***** Provided data *****

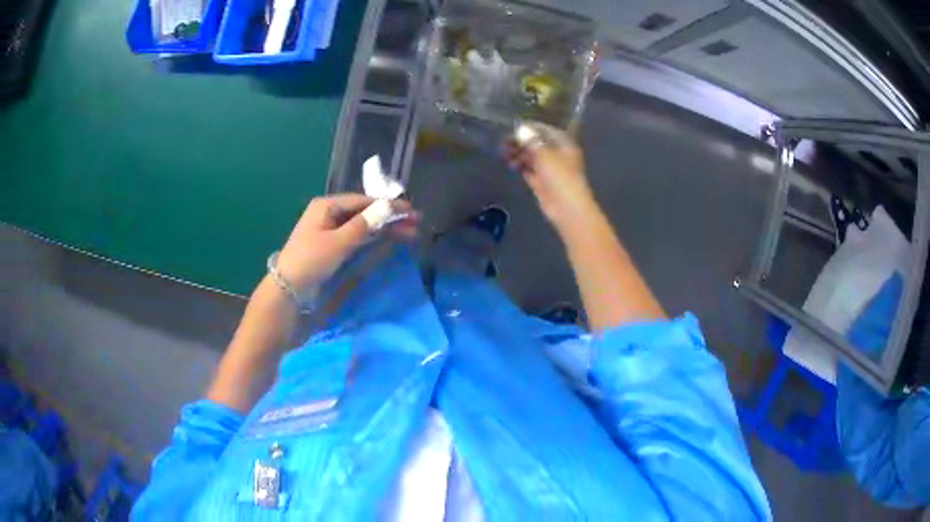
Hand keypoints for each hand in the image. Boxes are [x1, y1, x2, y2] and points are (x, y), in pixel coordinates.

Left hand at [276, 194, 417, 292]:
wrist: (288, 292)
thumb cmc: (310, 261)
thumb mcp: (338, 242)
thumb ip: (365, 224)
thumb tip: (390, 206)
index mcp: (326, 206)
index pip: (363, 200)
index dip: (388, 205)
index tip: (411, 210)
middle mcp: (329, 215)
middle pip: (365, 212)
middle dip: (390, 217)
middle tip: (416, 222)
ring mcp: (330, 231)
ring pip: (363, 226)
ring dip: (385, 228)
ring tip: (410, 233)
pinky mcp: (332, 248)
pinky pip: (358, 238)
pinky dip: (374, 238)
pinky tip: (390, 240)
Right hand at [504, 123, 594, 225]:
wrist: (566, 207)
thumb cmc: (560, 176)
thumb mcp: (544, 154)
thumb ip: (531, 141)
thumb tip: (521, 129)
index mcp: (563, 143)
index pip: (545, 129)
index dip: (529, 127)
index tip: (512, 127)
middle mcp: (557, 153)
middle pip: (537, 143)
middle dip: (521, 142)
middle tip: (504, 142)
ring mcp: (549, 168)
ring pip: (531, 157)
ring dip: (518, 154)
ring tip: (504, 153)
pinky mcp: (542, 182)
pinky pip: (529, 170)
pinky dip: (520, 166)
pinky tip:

*****

__Work item__
Your answer should be the exact lines above from the one with "ring tip: (410, 233)" through the one with "middle mcp: (557, 153)", both included, and nothing besides.

__Result of this task__
ring tip: (410, 233)
pinky mcp: (332, 248)
pinky pip: (358, 238)
pinky dip: (374, 238)
pinky tip: (390, 240)
Right hand at [504, 123, 594, 225]:
wrist: (566, 207)
thumb cmc: (560, 176)
thumb mcp: (544, 154)
thumb ip: (531, 141)
thumb tip: (521, 129)
index mcp: (563, 143)
index pip: (545, 129)
index dip: (529, 127)
index tip: (512, 127)
middle mcp: (557, 153)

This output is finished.